MATERIAL PROVIDED
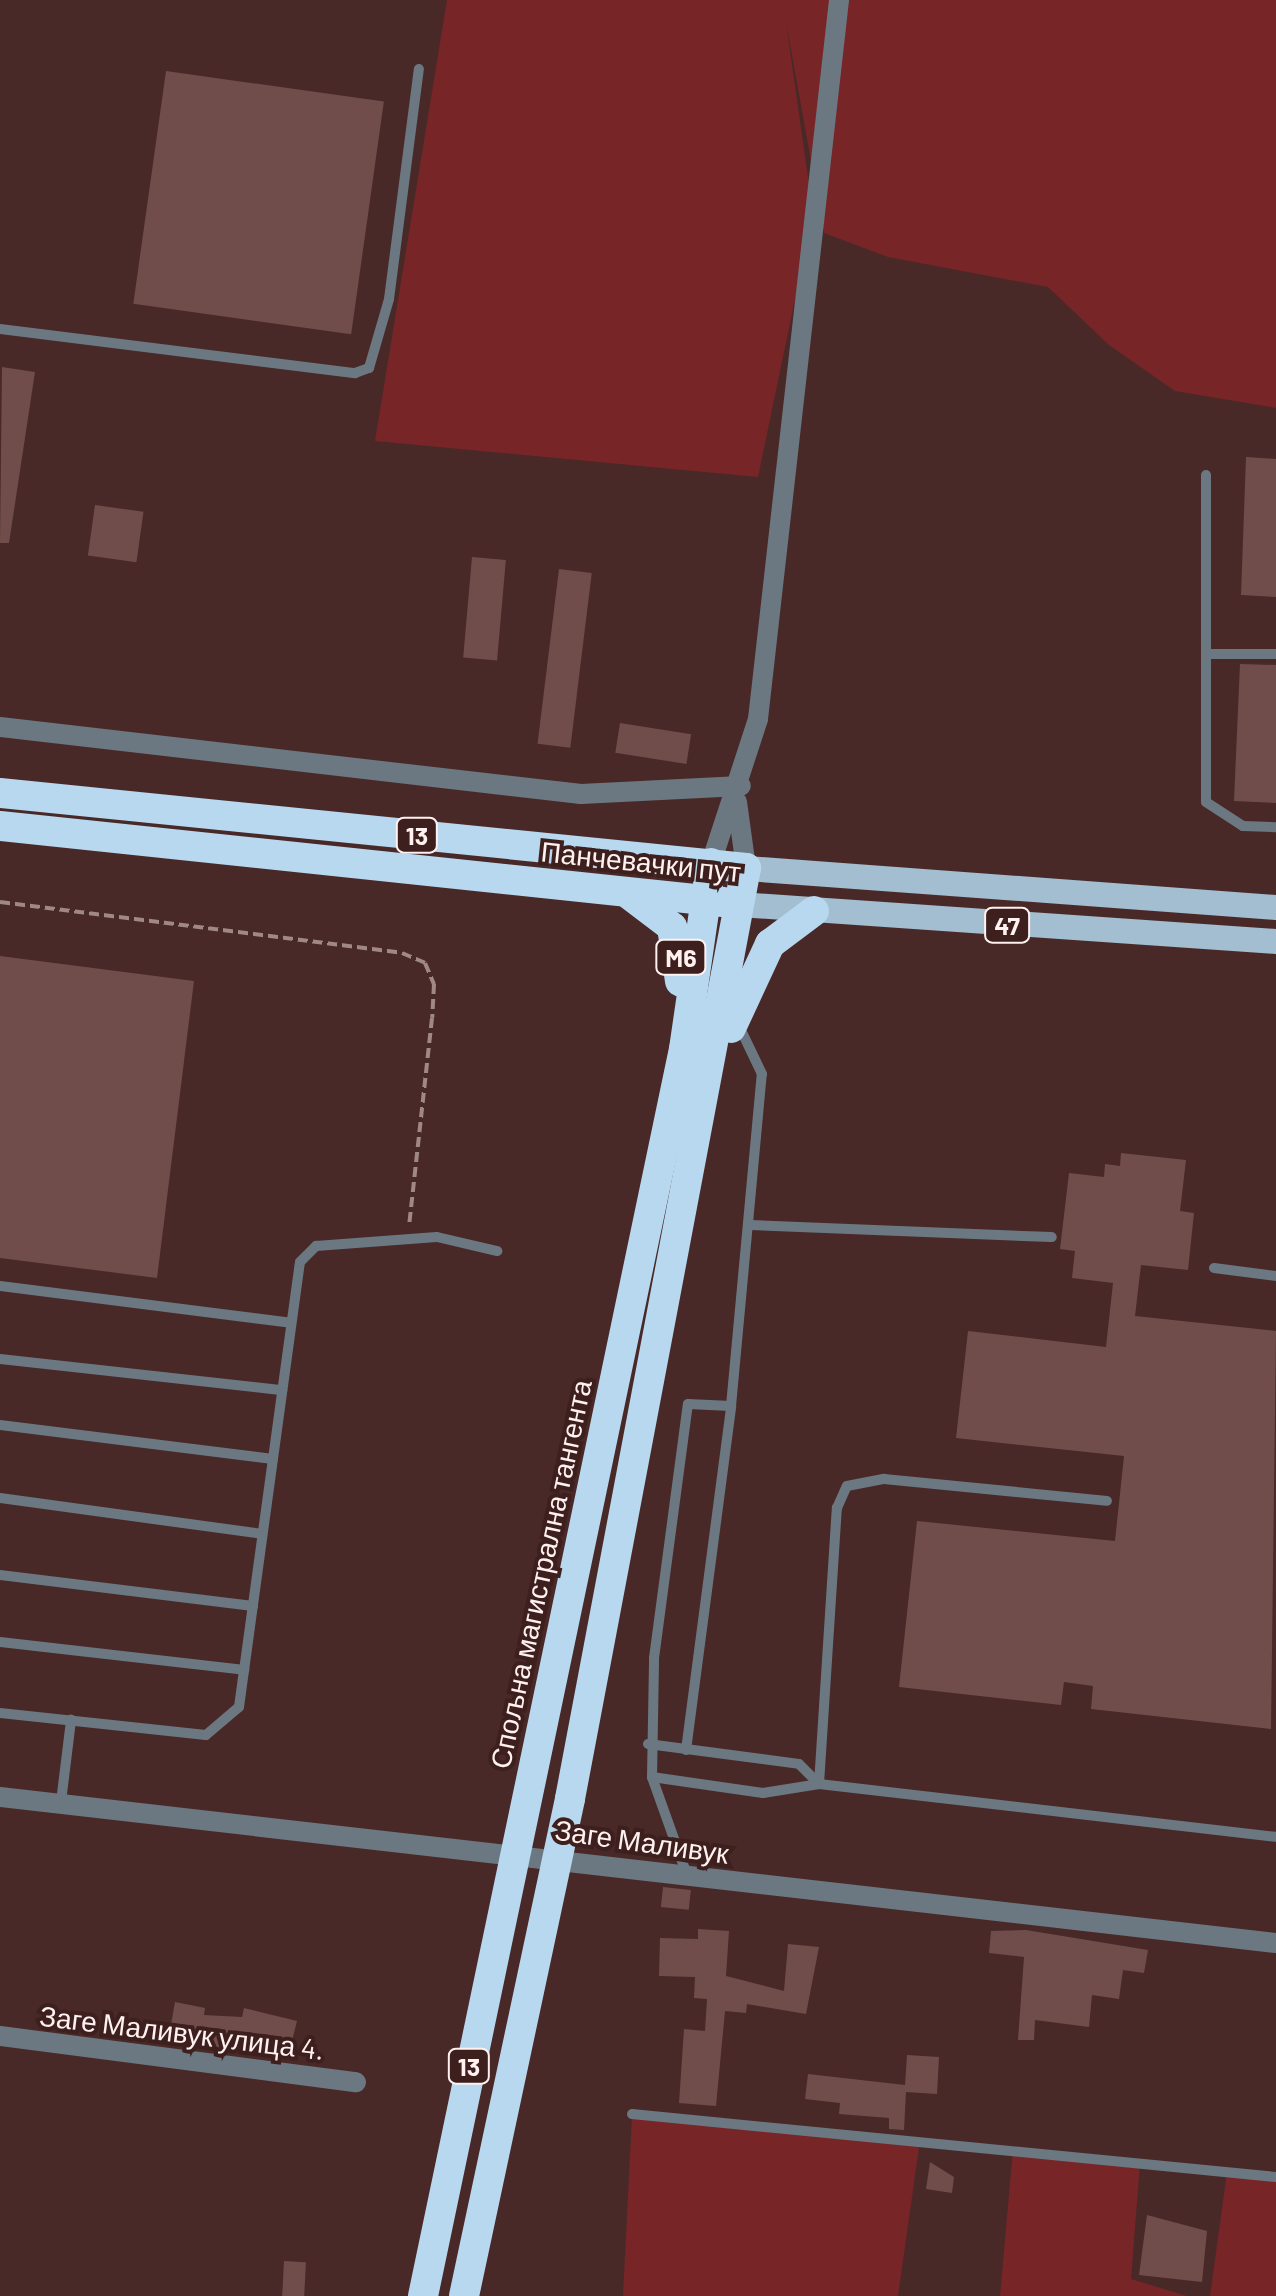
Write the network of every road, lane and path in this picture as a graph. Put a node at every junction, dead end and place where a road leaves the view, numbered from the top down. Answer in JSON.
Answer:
{"nodes":[{"id":1,"x":839,"y":0,"type":"edge"},
{"id":2,"x":419,"y":69,"type":"dead end"},
{"id":3,"x":0,"y":328,"type":"edge"},
{"id":4,"x":1206,"y":474,"type":"dead end"},
{"id":5,"x":1208,"y":654,"type":"junction"},
{"id":6,"x":1276,"y":654,"type":"edge"},
{"id":7,"x":0,"y":727,"type":"edge"},
{"id":8,"x":0,"y":793,"type":"edge"},
{"id":9,"x":739,"y":794,"type":"junction"},
{"id":10,"x":0,"y":826,"type":"edge"},
{"id":11,"x":1276,"y":827,"type":"edge"},
{"id":12,"x":711,"y":863,"type":"junction"},
{"id":13,"x":746,"y":868,"type":"junction"},
{"id":14,"x":624,"y":892,"type":"junction"},
{"id":15,"x":706,"y":900,"type":"junction"},
{"id":16,"x":0,"y":902,"type":"edge"},
{"id":17,"x":739,"y":904,"type":"junction"},
{"id":18,"x":1276,"y":907,"type":"edge"},
{"id":19,"x":814,"y":911,"type":"junction"},
{"id":20,"x":1276,"y":941,"type":"edge"},
{"id":21,"x":734,"y":1016,"type":"junction"},
{"id":22,"x":684,"y":1049,"type":"junction"},
{"id":23,"x":703,"y":1095,"type":"junction"},
{"id":24,"x":750,"y":1225,"type":"junction"},
{"id":25,"x":1052,"y":1237,"type":"dead end"},
{"id":26,"x":407,"y":1239,"type":"junction"},
{"id":27,"x":497,"y":1251,"type":"dead end"},
{"id":28,"x":1214,"y":1268,"type":"dead end"},
{"id":29,"x":1276,"y":1276,"type":"edge"},
{"id":30,"x":0,"y":1286,"type":"edge"},
{"id":31,"x":291,"y":1323,"type":"junction"},
{"id":32,"x":0,"y":1359,"type":"edge"},
{"id":33,"x":282,"y":1390,"type":"junction"},
{"id":34,"x":731,"y":1406,"type":"junction"},
{"id":35,"x":0,"y":1425,"type":"edge"},
{"id":36,"x":273,"y":1459,"type":"junction"},
{"id":37,"x":0,"y":1498,"type":"edge"},
{"id":38,"x":1107,"y":1501,"type":"dead end"},
{"id":39,"x":262,"y":1534,"type":"junction"},
{"id":40,"x":0,"y":1575,"type":"edge"},
{"id":41,"x":252,"y":1606,"type":"junction"},
{"id":42,"x":0,"y":1642,"type":"edge"},
{"id":43,"x":244,"y":1670,"type":"junction"},
{"id":44,"x":0,"y":1713,"type":"edge"},
{"id":45,"x":71,"y":1720,"type":"junction"},
{"id":46,"x":648,"y":1744,"type":"junction"},
{"id":47,"x":686,"y":1750,"type":"junction"},
{"id":48,"x":652,"y":1777,"type":"junction"},
{"id":49,"x":820,"y":1784,"type":"junction"},
{"id":50,"x":0,"y":1798,"type":"edge"},
{"id":51,"x":61,"y":1802,"type":"junction"},
{"id":52,"x":1276,"y":1837,"type":"edge"},
{"id":53,"x":514,"y":1852,"type":"junction"},
{"id":54,"x":558,"y":1858,"type":"junction"},
{"id":55,"x":687,"y":1876,"type":"junction"},
{"id":56,"x":1276,"y":1943,"type":"edge"},
{"id":57,"x":0,"y":2036,"type":"edge"},
{"id":58,"x":356,"y":2082,"type":"dead end"},
{"id":59,"x":632,"y":2114,"type":"dead end"},
{"id":60,"x":1276,"y":2177,"type":"edge"},
{"id":61,"x":423,"y":2296,"type":"edge"},
{"id":62,"x":464,"y":2296,"type":"edge"}],
"edges":[{"from":1,"to":9,"type":"street"},
{"from":2,"to":3,"type":"lane"},
{"from":4,"to":5,"type":"lane"},
{"from":5,"to":6,"type":"lane"},
{"from":5,"to":11,"type":"lane"},
{"from":7,"to":9,"type":"street"},
{"from":8,"to":12,"type":"highway","name":"Панчевачки пут","number":"13"},
{"from":9,"to":12,"type":"street"},
{"from":9,"to":13,"type":"street"},
{"from":10,"to":14,"type":"highway","name":"Панчевачки пут","number":"13"},
{"from":12,"to":13,"type":"highway","name":"Панчевачки пут","number":"13"},
{"from":12,"to":15,"type":"highway","name":"Спољна магистрална тангента","number":"13"},
{"from":13,"to":17,"type":"highway","number":"13"},
{"from":13,"to":18,"type":"main road","name":"Панчевачки пут","number":"47"},
{"from":14,"to":15,"type":"highway","name":"Панчевачки пут","number":"13"},
{"from":14,"to":22,"type":"highway","number":"M6"},
{"from":15,"to":17,"type":"highway","name":"Панчевачки пут","number":"13"},
{"from":15,"to":22,"type":"highway","name":"Спољна магистрална тангента","number":"13"},
{"from":16,"to":26,"type":"path"},
{"from":17,"to":19,"type":"main road","name":"Панчевачки пут","number":"47"},
{"from":17,"to":23,"type":"highway","number":"13"},
{"from":19,"to":20,"type":"main road","name":"Панчевачки пут","number":"47"},
{"from":19,"to":21,"type":"highway"},
{"from":21,"to":23,"type":"highway"},
{"from":21,"to":24,"type":"lane"},
{"from":22,"to":53,"type":"highway","name":"Спољна магистрална тангента","number":"13"},
{"from":23,"to":54,"type":"highway","number":"13"},
{"from":24,"to":25,"type":"lane"},
{"from":24,"to":34,"type":"lane"},
{"from":26,"to":27,"type":"lane"},
{"from":26,"to":31,"type":"lane"},
{"from":28,"to":29,"type":"lane"},
{"from":30,"to":31,"type":"lane"},
{"from":31,"to":33,"type":"lane"},
{"from":32,"to":33,"type":"lane"},
{"from":33,"to":36,"type":"lane"},
{"from":34,"to":46,"type":"lane"},
{"from":34,"to":47,"type":"lane"},
{"from":35,"to":36,"type":"lane"},
{"from":36,"to":39,"type":"lane"},
{"from":37,"to":39,"type":"lane"},
{"from":38,"to":49,"type":"lane"},
{"from":39,"to":41,"type":"lane"},
{"from":40,"to":41,"type":"lane"},
{"from":41,"to":43,"type":"lane"},
{"from":42,"to":43,"type":"lane"},
{"from":43,"to":45,"type":"lane"},
{"from":44,"to":45,"type":"lane"},
{"from":45,"to":51,"type":"lane"},
{"from":46,"to":47,"type":"lane"},
{"from":46,"to":48,"type":"lane"},
{"from":47,"to":49,"type":"lane"},
{"from":48,"to":49,"type":"lane"},
{"from":48,"to":55,"type":"lane"},
{"from":49,"to":52,"type":"lane"},
{"from":50,"to":51,"type":"street","name":"Заге Маливук"},
{"from":51,"to":53,"type":"street","name":"Заге Маливук"},
{"from":53,"to":54,"type":"street","name":"Заге Маливук"},
{"from":53,"to":61,"type":"highway","name":"Спољна магистрална тангента","number":"13"},
{"from":54,"to":55,"type":"street","name":"Заге Маливук"},
{"from":54,"to":62,"type":"highway","number":"13"},
{"from":55,"to":56,"type":"street","name":"Заге Маливук"},
{"from":57,"to":58,"type":"street","name":"Заге Маливук улица 4."},
{"from":59,"to":60,"type":"lane"}]}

ASSIGNMENT
What lines in the data above carry "main"? Return them all.

PROBLEM SOLUTION
{"from":13,"to":18,"type":"main road","name":"Панчевачки пут","number":"47"},
{"from":17,"to":19,"type":"main road","name":"Панчевачки пут","number":"47"},
{"from":19,"to":20,"type":"main road","name":"Панчевачки пут","number":"47"},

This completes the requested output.